Extract each line of the records below that contains the word "roads".

── RECORDS TO USE ──

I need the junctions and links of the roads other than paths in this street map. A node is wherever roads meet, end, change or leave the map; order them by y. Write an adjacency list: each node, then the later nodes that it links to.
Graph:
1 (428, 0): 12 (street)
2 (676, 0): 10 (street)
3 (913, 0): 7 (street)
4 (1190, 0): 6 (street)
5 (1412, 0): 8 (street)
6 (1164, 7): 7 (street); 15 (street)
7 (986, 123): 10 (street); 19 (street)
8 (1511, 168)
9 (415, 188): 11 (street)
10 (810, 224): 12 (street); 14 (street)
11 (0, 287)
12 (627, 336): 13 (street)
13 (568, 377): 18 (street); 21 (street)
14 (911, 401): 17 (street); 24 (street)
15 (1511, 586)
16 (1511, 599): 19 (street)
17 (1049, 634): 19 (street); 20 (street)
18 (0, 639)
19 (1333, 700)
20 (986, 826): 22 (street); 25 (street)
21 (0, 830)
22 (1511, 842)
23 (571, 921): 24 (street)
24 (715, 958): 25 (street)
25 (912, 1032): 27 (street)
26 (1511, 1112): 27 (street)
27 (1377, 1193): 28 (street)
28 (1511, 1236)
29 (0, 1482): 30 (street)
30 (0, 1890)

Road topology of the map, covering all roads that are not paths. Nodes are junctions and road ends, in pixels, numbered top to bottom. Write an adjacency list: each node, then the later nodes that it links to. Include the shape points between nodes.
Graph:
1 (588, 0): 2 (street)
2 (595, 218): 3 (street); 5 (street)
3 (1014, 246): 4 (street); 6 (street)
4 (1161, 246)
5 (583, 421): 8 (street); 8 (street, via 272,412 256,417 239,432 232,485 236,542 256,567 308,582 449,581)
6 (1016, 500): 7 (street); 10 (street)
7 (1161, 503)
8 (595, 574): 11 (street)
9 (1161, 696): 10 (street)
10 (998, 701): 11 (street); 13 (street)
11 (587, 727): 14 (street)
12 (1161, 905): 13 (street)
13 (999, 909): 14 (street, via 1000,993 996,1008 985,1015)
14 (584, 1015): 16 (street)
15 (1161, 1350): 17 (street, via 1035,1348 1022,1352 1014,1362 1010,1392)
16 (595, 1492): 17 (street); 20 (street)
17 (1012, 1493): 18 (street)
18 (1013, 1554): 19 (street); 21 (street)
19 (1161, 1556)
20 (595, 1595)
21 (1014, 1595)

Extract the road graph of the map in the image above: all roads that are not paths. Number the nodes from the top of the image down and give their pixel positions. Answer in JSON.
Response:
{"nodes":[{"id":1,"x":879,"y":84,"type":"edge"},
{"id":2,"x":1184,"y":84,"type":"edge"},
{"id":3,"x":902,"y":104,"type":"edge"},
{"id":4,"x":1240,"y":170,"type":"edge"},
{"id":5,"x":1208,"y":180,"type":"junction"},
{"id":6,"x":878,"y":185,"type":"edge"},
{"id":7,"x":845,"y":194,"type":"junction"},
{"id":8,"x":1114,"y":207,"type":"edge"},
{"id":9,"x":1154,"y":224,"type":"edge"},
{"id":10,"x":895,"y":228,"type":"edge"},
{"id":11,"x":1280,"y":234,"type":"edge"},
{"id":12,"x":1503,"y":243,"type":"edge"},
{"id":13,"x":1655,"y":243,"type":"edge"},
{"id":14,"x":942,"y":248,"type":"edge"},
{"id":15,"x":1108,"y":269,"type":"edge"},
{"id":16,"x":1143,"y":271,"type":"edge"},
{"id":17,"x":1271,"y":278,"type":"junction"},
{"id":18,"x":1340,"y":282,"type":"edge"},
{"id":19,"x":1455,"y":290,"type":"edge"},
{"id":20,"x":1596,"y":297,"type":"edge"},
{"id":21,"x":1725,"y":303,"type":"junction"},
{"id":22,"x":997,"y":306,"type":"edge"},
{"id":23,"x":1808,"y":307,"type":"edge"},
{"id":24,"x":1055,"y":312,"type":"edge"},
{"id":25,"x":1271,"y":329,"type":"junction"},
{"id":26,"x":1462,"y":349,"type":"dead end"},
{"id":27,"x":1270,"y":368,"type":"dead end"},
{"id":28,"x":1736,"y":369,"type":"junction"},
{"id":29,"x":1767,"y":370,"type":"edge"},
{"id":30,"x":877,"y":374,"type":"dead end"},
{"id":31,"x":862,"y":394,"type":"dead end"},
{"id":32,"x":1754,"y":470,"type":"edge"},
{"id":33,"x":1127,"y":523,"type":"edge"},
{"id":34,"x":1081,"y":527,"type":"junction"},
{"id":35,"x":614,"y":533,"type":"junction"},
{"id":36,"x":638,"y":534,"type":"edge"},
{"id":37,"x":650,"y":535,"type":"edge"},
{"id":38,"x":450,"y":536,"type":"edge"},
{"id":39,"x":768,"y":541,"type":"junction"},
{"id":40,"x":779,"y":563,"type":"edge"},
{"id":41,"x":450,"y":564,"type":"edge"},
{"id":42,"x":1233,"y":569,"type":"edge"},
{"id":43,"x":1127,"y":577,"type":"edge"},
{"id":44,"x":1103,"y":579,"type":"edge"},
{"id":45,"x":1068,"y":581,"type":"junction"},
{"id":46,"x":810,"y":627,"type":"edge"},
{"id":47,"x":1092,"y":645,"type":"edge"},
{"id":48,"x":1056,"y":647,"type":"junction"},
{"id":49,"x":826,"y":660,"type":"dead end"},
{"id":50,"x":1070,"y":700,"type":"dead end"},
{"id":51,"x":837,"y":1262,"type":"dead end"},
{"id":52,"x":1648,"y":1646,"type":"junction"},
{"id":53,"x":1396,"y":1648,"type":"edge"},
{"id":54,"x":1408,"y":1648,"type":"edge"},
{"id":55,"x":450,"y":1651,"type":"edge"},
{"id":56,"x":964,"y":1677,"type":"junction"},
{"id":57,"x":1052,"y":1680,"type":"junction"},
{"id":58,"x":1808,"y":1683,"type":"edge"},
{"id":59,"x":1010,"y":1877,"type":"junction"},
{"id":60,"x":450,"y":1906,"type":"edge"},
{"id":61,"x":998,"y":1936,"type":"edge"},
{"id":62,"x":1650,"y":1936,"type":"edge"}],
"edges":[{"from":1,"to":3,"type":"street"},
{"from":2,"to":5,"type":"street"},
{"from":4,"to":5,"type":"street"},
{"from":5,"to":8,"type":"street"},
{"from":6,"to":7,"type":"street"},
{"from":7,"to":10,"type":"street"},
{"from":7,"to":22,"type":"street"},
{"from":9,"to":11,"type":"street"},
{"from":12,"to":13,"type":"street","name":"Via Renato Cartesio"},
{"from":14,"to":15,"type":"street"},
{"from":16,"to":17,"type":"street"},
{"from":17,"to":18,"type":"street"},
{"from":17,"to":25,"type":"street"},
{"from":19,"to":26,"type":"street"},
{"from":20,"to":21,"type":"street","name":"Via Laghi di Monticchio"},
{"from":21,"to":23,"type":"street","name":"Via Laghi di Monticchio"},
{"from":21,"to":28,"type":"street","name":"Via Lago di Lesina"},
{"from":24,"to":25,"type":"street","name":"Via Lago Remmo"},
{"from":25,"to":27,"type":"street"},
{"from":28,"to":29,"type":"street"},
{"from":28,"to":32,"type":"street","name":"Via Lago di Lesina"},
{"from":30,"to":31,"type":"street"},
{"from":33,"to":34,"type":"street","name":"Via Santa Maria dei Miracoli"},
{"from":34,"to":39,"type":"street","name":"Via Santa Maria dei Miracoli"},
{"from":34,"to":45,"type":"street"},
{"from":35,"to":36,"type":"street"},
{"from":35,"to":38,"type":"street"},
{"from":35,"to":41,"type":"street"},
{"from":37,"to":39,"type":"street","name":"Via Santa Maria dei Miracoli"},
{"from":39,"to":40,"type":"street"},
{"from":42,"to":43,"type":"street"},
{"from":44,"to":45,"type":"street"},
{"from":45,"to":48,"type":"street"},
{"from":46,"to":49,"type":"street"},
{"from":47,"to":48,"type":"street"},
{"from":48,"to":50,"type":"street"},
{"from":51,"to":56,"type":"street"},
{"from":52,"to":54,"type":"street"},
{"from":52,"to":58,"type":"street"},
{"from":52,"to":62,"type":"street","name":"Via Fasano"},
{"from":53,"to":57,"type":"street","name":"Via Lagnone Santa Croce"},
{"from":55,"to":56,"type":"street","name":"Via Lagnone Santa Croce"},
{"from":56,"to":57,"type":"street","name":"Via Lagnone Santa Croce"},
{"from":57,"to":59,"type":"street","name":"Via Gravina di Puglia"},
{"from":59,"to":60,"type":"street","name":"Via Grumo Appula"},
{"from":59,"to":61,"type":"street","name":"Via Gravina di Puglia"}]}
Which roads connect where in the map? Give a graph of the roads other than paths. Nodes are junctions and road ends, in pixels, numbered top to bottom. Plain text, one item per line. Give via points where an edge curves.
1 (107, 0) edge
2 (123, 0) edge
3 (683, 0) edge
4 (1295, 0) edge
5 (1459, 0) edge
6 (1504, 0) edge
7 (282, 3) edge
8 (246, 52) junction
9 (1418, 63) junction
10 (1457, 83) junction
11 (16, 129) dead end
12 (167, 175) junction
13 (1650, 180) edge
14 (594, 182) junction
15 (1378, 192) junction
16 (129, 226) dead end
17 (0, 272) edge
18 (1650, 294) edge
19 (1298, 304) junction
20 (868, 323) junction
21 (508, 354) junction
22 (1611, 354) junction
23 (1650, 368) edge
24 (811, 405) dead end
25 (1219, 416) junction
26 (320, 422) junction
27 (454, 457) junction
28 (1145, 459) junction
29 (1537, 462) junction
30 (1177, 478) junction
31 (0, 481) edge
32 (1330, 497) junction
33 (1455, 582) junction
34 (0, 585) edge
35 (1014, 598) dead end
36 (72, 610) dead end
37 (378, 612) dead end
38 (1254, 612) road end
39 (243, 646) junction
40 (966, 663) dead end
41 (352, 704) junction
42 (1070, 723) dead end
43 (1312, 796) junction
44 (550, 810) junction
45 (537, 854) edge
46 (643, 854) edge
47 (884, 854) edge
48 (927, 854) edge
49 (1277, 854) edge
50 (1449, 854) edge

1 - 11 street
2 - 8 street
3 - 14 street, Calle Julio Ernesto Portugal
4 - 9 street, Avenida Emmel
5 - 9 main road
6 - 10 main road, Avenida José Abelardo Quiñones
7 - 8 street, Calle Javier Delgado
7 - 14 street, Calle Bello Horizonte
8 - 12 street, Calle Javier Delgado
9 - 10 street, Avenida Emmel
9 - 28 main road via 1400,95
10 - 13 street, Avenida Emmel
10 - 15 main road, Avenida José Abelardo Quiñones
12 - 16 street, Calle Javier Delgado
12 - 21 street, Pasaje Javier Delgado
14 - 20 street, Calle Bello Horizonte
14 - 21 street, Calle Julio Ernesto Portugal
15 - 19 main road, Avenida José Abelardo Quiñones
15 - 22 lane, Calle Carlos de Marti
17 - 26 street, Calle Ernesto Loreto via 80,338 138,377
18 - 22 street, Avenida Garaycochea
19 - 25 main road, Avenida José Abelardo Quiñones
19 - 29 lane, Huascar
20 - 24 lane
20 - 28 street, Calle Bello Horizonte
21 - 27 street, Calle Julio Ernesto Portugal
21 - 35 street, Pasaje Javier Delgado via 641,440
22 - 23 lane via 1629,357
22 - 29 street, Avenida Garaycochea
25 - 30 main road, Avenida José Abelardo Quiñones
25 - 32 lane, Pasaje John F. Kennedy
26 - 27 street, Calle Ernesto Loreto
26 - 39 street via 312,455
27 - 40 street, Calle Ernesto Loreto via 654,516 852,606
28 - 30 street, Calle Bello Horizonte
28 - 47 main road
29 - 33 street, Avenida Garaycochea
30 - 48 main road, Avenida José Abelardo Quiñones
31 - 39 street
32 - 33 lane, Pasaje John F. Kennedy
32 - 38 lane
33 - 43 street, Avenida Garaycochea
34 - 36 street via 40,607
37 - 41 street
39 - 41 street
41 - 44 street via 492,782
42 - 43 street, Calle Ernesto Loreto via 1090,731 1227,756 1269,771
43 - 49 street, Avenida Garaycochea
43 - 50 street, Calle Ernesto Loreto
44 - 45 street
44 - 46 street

───

EXPECTED ANSWER →
I need the junctions and links of the roads other than paths in this street map. A node is wherever roads meet, end, change or leave the map; order them by y. Write an adjacency list: each node, then the later nodes that it links to.
Road topology of the map, covering all roads that are not paths. Nodes are junctions and road ends, in pixels, numbered top to bottom. Write an adjacency list: each node, then the later nodes that it links to. Include the shape points between nodes.
Extract the road graph of the map in the image above: all roads that are not paths. Number the nodes from the top of the image down and give their pixel positions. Answer in JSON.
Which roads connect where in the map? Give a graph of the roads other than paths. Nodes are junctions and road ends, in pixels, numbered top to bottom. Plain text, one item per line. Give via points where an edge curves.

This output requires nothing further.